MATERIALS PROVIDED

--------

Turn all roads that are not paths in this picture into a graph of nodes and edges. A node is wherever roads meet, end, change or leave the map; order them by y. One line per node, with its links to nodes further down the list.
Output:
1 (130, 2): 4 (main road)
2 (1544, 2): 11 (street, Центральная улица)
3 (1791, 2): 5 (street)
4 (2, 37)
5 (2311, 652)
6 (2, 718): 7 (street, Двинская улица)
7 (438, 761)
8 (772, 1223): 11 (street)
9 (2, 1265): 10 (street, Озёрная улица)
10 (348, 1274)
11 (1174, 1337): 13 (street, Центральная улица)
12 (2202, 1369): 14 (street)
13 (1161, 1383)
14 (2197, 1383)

--------

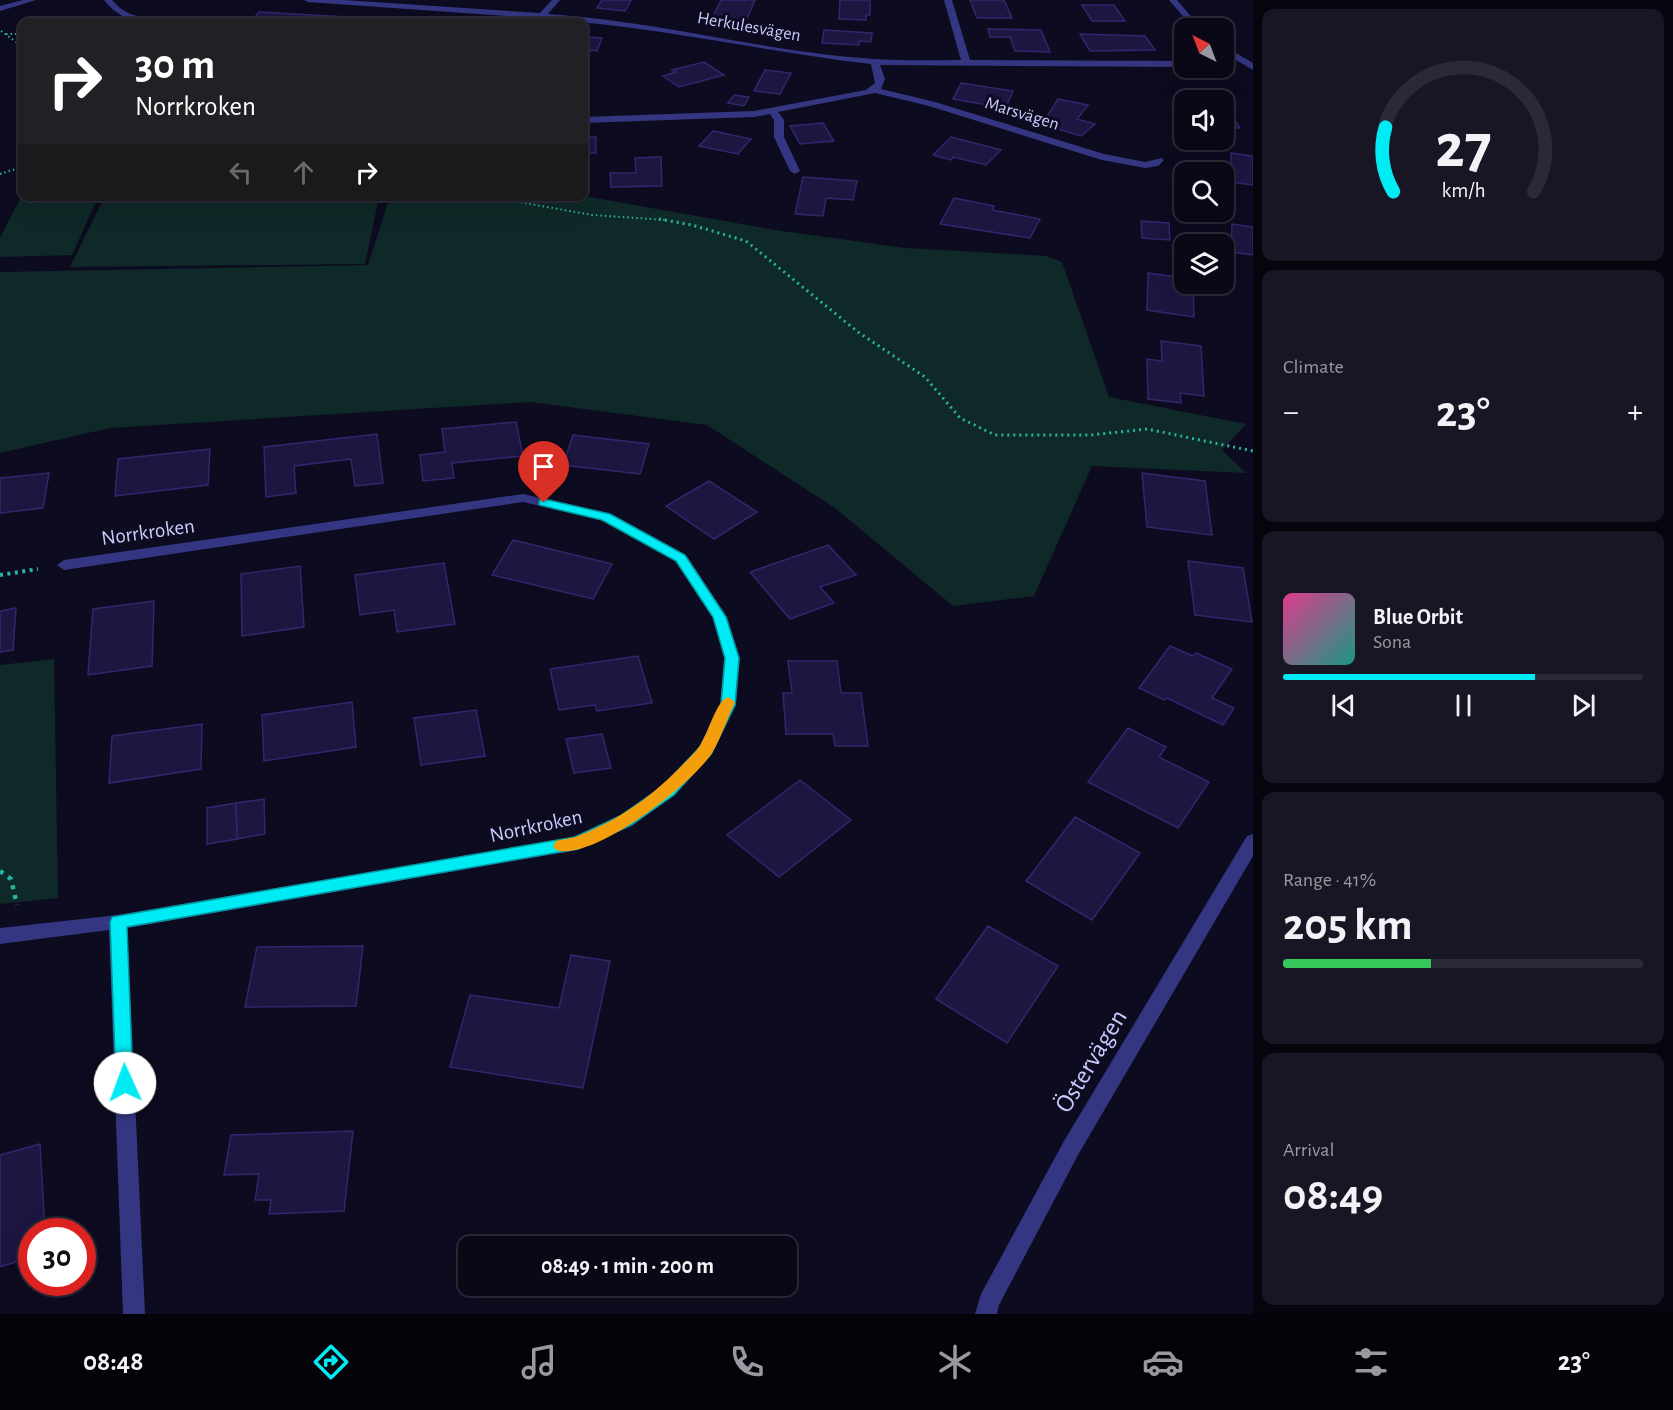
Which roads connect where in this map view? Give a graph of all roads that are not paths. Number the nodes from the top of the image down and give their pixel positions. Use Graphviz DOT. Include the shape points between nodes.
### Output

--------

Your answer should consist of the lines from the listing that hold the word "nodes".

YOUR SOLUTION
Turn all roads that are not paths in this picture into a graph of nodes and edges. A node is wherever roads meet, end, change or leave the map; order them by y. One line per node, with its links to nodes further down the list.
Which roads connect where in this map view? Give a graph of all roads that are not paths. Number the nodes from the top of the image down and give their pixel positions. Use Graphviz DOT. Include the shape points between nodes.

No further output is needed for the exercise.